Saved data entries:

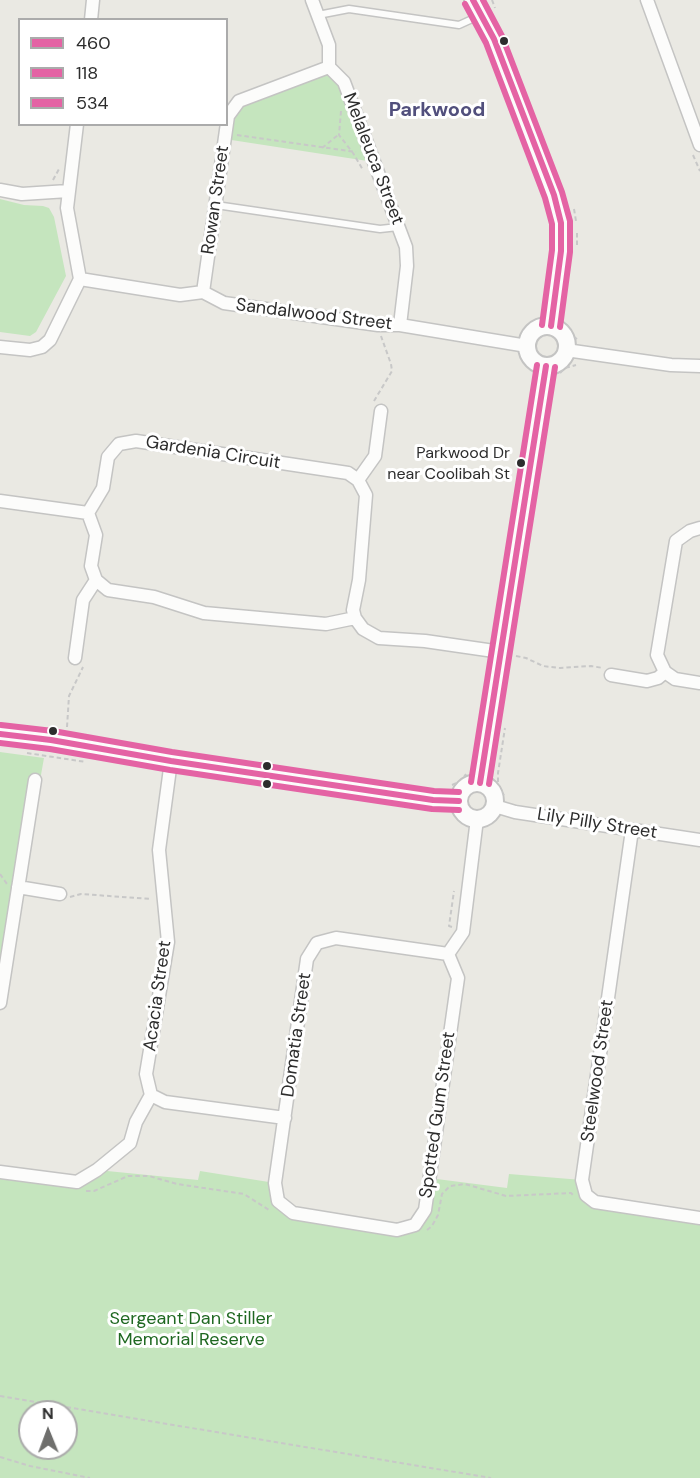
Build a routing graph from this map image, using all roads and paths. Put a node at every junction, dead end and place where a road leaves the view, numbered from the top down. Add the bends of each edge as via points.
1 (93, 0) edge
2 (312, 0) edge
3 (473, 0) edge
4 (646, 0) edge
5 (318, 15) junction
6 (482, 15) junction
7 (91, 18) edge
8 (329, 67) junction
9 (342, 107) dead end
10 (228, 116) edge
11 (77, 126) edge
12 (227, 126) edge
13 (226, 134) junction
14 (339, 135) junction
15 (700, 145) edge
16 (368, 147) junction
17 (322, 148) junction
18 (353, 153) junction
19 (59, 169) dead end
20 (55, 183) dead end
21 (0, 190) edge
22 (68, 191) junction
23 (216, 205) junction
24 (399, 226) junction
25 (80, 279) junction
26 (203, 292) junction
27 (400, 325) junction
28 (551, 326) junction
29 (0, 346) edge
30 (527, 346) junction
31 (566, 350) junction
32 (578, 365) dead end
33 (546, 366) junction
34 (700, 366) edge
35 (557, 382) dead end
36 (381, 411) dead end
37 (358, 480) junction
38 (0, 501) edge
39 (88, 513) junction
40 (700, 528) edge
41 (96, 580) junction
42 (355, 618) junction
43 (509, 650) junction
44 (75, 658) dead end
45 (611, 672) joint
46 (665, 672) junction
47 (700, 683) edge
48 (505, 726) dead end
49 (0, 734) edge
50 (24, 753) dead end
51 (171, 761) junction
52 (94, 764) dead end
53 (468, 769) dead end
54 (35, 780) dead end
55 (480, 783) junction
56 (446, 786) dead end
57 (459, 801) junction
58 (502, 802) junction
59 (477, 819) junction
60 (632, 830) junction
61 (700, 840) edge
62 (18, 887) junction
63 (65, 895) joint
64 (165, 901) junction
65 (448, 954) junction
66 (0, 1003) edge
67 (151, 1095) junction
68 (285, 1118) junction
69 (0, 1172) edge
70 (78, 1191) dead end
71 (576, 1199) dead end
72 (269, 1210) dead end
73 (700, 1218) edge
74 (425, 1230) dead end
75 (0, 1396) edge
76 (0, 1457) edge
77 (90, 1478) edge
78 (491, 1478) edge

1 - 7 street
2 - 5 street
3 - 6 street
4 - 15 street
5 - 6 lane via 349,9 450,25
5 - 8 street via 329,45
6 - 28 street via 554,195 561,223
8 - 10 street, Rowan Street via 239,101
8 - 16 street, Melaleuca Street via 344,82
9 - 14 path
11 - 22 street
12 - 13 street, Rowan Street
13 - 17 path
13 - 23 street, Rowan Street
14 - 17 path
14 - 18 path
16 - 18 path
16 - 24 street, Melaleuca Street
17 - 18 path
19 - 20 path
21 - 22 street via 22,194
22 - 25 street via 67,208
23 - 24 lane via 380,229
23 - 26 street, Rowan Street
24 - 27 street, Melaleuca Street via 407,266
25 - 26 street, Sandalwood Street via 180,295
25 - 29 street via 50,340 42,347 30,350
26 - 27 street, Sandalwood Street via 224,303
27 - 30 street, Sandalwood Street
28 - 30 street via 534,332
28 - 31 street via 564,334
30 - 33 street via 534,361
31 - 33 street via 561,361
31 - 34 street
32 - 35 path via 565,368
33 - 43 street
36 - 37 street via 375,456
37 - 39 street, Gardenia Circuit via 348,473 136,441 118,444 108,457 103,488
37 - 42 street via 366,495
38 - 39 street
39 - 41 street via 96,535 91,566
40 - 46 street via 676,541 657,655
41 - 42 street via 108,590 154,597 204,613 326,624
41 - 44 street via 83,600
42 - 43 street via 379,638
43 - 45 path via 543,666 591,666
43 - 55 street
45 - 46 street via 647,681
46 - 47 street via 675,679
48 - 58 path via 498,773
49 - 51 street
50 - 52 path
51 - 57 street
51 - 64 street, Acacia Street via 160,838
53 - 56 path via 461,781
54 - 62 street
55 - 57 street via 463,789
55 - 58 street
57 - 59 street via 464,813
58 - 59 street via 489,815
58 - 60 street, Lily Pilly Street via 516,812
59 - 65 street via 463,932
60 - 61 street, Lily Pilly Street
60 - 73 street, Steelwood Street via 582,1180 586,1195 595,1203
62 - 63 street
62 - 66 street
63 - 64 path
64 - 67 street, Acacia Street via 168,942 146,1074
65 - 68 street, Domatia Street via 336,938 317,943 307,959
65 - 68 street, Spotted Gum Street via 458,978 425,1210 415,1225 397,1230 293,1213 278,1201 275,1183
67 - 68 street via 165,1102
67 - 69 street via 130,1143 77,1182
70 - 72 path via 94,1191 128,1176 149,1176 177,1185 244,1194
71 - 74 path via 571,1193 506,1196 465,1184 450,1186 442,1194 432,1226
75 - 78 path
76 - 77 path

* Activity: Leave out the images and copy every record above exactly.

* Completed task:
Build a routing graph from this map image, using all roads and paths. Put a node at every junction, dead end and place where a road leaves the view, numbered from the top down. Add the bends of each edge as via points.
1 (93, 0) edge
2 (312, 0) edge
3 (473, 0) edge
4 (646, 0) edge
5 (318, 15) junction
6 (482, 15) junction
7 (91, 18) edge
8 (329, 67) junction
9 (342, 107) dead end
10 (228, 116) edge
11 (77, 126) edge
12 (227, 126) edge
13 (226, 134) junction
14 (339, 135) junction
15 (700, 145) edge
16 (368, 147) junction
17 (322, 148) junction
18 (353, 153) junction
19 (59, 169) dead end
20 (55, 183) dead end
21 (0, 190) edge
22 (68, 191) junction
23 (216, 205) junction
24 (399, 226) junction
25 (80, 279) junction
26 (203, 292) junction
27 (400, 325) junction
28 (551, 326) junction
29 (0, 346) edge
30 (527, 346) junction
31 (566, 350) junction
32 (578, 365) dead end
33 (546, 366) junction
34 (700, 366) edge
35 (557, 382) dead end
36 (381, 411) dead end
37 (358, 480) junction
38 (0, 501) edge
39 (88, 513) junction
40 (700, 528) edge
41 (96, 580) junction
42 (355, 618) junction
43 (509, 650) junction
44 (75, 658) dead end
45 (611, 672) joint
46 (665, 672) junction
47 (700, 683) edge
48 (505, 726) dead end
49 (0, 734) edge
50 (24, 753) dead end
51 (171, 761) junction
52 (94, 764) dead end
53 (468, 769) dead end
54 (35, 780) dead end
55 (480, 783) junction
56 (446, 786) dead end
57 (459, 801) junction
58 (502, 802) junction
59 (477, 819) junction
60 (632, 830) junction
61 (700, 840) edge
62 (18, 887) junction
63 (65, 895) joint
64 (165, 901) junction
65 (448, 954) junction
66 (0, 1003) edge
67 (151, 1095) junction
68 (285, 1118) junction
69 (0, 1172) edge
70 (78, 1191) dead end
71 (576, 1199) dead end
72 (269, 1210) dead end
73 (700, 1218) edge
74 (425, 1230) dead end
75 (0, 1396) edge
76 (0, 1457) edge
77 (90, 1478) edge
78 (491, 1478) edge

1 - 7 street
2 - 5 street
3 - 6 street
4 - 15 street
5 - 6 lane via 349,9 450,25
5 - 8 street via 329,45
6 - 28 street via 554,195 561,223
8 - 10 street, Rowan Street via 239,101
8 - 16 street, Melaleuca Street via 344,82
9 - 14 path
11 - 22 street
12 - 13 street, Rowan Street
13 - 17 path
13 - 23 street, Rowan Street
14 - 17 path
14 - 18 path
16 - 18 path
16 - 24 street, Melaleuca Street
17 - 18 path
19 - 20 path
21 - 22 street via 22,194
22 - 25 street via 67,208
23 - 24 lane via 380,229
23 - 26 street, Rowan Street
24 - 27 street, Melaleuca Street via 407,266
25 - 26 street, Sandalwood Street via 180,295
25 - 29 street via 50,340 42,347 30,350
26 - 27 street, Sandalwood Street via 224,303
27 - 30 street, Sandalwood Street
28 - 30 street via 534,332
28 - 31 street via 564,334
30 - 33 street via 534,361
31 - 33 street via 561,361
31 - 34 street
32 - 35 path via 565,368
33 - 43 street
36 - 37 street via 375,456
37 - 39 street, Gardenia Circuit via 348,473 136,441 118,444 108,457 103,488
37 - 42 street via 366,495
38 - 39 street
39 - 41 street via 96,535 91,566
40 - 46 street via 676,541 657,655
41 - 42 street via 108,590 154,597 204,613 326,624
41 - 44 street via 83,600
42 - 43 street via 379,638
43 - 45 path via 543,666 591,666
43 - 55 street
45 - 46 street via 647,681
46 - 47 street via 675,679
48 - 58 path via 498,773
49 - 51 street
50 - 52 path
51 - 57 street
51 - 64 street, Acacia Street via 160,838
53 - 56 path via 461,781
54 - 62 street
55 - 57 street via 463,789
55 - 58 street
57 - 59 street via 464,813
58 - 59 street via 489,815
58 - 60 street, Lily Pilly Street via 516,812
59 - 65 street via 463,932
60 - 61 street, Lily Pilly Street
60 - 73 street, Steelwood Street via 582,1180 586,1195 595,1203
62 - 63 street
62 - 66 street
63 - 64 path
64 - 67 street, Acacia Street via 168,942 146,1074
65 - 68 street, Domatia Street via 336,938 317,943 307,959
65 - 68 street, Spotted Gum Street via 458,978 425,1210 415,1225 397,1230 293,1213 278,1201 275,1183
67 - 68 street via 165,1102
67 - 69 street via 130,1143 77,1182
70 - 72 path via 94,1191 128,1176 149,1176 177,1185 244,1194
71 - 74 path via 571,1193 506,1196 465,1184 450,1186 442,1194 432,1226
75 - 78 path
76 - 77 path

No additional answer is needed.